* Task directions: For every line in the material below that holds "Антона", report the line.

⟨

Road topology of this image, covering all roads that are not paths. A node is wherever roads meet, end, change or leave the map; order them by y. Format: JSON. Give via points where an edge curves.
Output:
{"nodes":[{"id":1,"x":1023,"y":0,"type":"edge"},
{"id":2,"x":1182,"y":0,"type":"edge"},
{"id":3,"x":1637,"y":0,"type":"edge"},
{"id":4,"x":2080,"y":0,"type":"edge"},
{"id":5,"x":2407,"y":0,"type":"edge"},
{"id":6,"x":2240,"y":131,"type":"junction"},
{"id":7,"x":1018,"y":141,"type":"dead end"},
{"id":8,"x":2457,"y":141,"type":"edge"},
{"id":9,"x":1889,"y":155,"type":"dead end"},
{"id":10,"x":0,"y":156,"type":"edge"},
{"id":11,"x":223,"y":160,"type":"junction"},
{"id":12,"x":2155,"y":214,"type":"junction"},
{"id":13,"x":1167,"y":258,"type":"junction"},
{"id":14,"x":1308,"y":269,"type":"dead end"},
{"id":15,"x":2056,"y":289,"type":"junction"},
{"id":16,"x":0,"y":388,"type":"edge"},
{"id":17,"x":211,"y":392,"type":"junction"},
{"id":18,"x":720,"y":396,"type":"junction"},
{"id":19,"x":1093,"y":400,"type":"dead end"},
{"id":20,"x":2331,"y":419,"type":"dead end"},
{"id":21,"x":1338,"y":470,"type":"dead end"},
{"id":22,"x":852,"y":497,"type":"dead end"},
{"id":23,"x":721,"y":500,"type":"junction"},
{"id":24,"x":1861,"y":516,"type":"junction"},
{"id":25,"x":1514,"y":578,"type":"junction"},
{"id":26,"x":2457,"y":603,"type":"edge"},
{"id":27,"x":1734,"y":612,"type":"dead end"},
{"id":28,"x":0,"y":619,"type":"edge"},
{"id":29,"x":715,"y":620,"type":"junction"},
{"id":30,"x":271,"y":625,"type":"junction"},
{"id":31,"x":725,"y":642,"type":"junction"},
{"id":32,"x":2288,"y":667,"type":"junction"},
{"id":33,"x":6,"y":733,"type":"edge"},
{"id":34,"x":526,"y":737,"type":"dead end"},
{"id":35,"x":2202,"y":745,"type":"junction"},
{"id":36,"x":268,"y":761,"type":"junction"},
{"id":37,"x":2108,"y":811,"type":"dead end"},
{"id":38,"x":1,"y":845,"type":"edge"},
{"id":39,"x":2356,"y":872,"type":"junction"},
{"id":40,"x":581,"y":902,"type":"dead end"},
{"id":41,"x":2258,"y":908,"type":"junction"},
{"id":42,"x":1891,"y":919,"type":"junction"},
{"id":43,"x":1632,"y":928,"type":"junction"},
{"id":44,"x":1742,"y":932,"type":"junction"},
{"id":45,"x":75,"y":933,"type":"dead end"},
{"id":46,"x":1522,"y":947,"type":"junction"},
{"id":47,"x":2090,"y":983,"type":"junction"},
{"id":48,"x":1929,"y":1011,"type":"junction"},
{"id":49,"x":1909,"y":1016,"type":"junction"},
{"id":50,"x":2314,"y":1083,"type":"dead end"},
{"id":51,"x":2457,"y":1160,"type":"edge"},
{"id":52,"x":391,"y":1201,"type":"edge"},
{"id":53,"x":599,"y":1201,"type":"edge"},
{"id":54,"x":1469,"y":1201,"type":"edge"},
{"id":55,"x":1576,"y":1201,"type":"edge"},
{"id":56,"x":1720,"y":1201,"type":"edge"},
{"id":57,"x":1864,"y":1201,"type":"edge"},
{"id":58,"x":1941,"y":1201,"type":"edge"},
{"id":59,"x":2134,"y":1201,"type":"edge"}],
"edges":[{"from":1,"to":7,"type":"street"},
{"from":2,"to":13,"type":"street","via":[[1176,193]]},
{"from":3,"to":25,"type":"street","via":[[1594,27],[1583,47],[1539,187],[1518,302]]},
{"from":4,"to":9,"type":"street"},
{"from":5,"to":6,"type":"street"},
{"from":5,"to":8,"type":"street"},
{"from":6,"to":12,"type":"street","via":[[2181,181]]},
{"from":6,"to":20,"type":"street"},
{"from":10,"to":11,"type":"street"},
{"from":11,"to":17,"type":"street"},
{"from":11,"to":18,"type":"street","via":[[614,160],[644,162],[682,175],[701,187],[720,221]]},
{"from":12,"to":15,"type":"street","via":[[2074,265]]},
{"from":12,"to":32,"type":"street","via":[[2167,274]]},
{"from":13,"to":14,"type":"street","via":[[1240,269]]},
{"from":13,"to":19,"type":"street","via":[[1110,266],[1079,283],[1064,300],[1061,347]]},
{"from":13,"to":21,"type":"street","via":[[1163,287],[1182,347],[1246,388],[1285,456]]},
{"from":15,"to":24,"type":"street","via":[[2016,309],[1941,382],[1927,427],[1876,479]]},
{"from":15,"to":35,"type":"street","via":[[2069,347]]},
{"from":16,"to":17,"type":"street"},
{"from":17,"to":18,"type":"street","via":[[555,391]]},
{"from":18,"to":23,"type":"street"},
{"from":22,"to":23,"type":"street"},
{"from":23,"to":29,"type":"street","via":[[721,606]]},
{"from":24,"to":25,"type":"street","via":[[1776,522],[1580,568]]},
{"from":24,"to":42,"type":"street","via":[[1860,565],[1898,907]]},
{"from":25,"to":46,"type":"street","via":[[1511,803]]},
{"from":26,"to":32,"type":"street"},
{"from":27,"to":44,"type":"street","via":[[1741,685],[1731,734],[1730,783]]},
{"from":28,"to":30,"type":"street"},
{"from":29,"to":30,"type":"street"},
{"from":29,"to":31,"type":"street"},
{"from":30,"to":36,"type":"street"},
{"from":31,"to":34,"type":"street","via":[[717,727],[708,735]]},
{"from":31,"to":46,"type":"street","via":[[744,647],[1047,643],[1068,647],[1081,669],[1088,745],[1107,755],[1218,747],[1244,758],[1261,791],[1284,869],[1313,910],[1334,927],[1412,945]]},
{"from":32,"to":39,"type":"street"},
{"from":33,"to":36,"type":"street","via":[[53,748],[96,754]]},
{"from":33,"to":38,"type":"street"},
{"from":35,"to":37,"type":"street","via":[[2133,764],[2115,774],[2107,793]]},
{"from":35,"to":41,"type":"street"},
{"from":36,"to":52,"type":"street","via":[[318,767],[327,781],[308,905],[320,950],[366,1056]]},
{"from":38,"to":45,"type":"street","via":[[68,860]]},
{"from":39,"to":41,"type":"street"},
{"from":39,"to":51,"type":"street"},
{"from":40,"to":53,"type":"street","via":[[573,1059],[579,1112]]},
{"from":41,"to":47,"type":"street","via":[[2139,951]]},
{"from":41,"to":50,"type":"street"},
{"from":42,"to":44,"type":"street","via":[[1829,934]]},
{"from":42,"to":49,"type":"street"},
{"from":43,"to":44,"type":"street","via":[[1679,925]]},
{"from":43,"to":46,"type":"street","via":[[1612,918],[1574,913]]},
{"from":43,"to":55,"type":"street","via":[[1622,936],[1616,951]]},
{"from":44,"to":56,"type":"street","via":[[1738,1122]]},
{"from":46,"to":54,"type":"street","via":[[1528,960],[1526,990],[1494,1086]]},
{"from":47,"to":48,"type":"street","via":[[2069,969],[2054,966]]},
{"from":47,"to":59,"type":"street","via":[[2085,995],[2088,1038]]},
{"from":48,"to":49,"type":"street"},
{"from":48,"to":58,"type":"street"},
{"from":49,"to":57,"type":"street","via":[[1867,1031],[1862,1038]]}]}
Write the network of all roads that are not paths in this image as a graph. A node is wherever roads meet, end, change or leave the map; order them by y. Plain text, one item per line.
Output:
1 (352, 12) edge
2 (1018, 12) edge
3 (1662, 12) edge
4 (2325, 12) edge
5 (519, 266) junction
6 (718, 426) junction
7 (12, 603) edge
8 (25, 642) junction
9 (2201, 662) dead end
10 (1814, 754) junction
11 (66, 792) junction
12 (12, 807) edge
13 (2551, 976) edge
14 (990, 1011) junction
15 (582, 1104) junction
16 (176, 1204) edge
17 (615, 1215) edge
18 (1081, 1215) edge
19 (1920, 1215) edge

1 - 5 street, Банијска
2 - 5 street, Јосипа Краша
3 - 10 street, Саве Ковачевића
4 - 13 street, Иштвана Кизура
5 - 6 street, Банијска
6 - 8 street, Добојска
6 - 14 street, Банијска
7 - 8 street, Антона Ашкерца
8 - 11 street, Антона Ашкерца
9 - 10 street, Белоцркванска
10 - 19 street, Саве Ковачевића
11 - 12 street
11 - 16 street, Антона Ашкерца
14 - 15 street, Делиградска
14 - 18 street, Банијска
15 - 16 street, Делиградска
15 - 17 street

⟩

* Solution for this problem:
7 - 8 street, Антона Ашкерца
8 - 11 street, Антона Ашкерца
11 - 16 street, Антона Ашкерца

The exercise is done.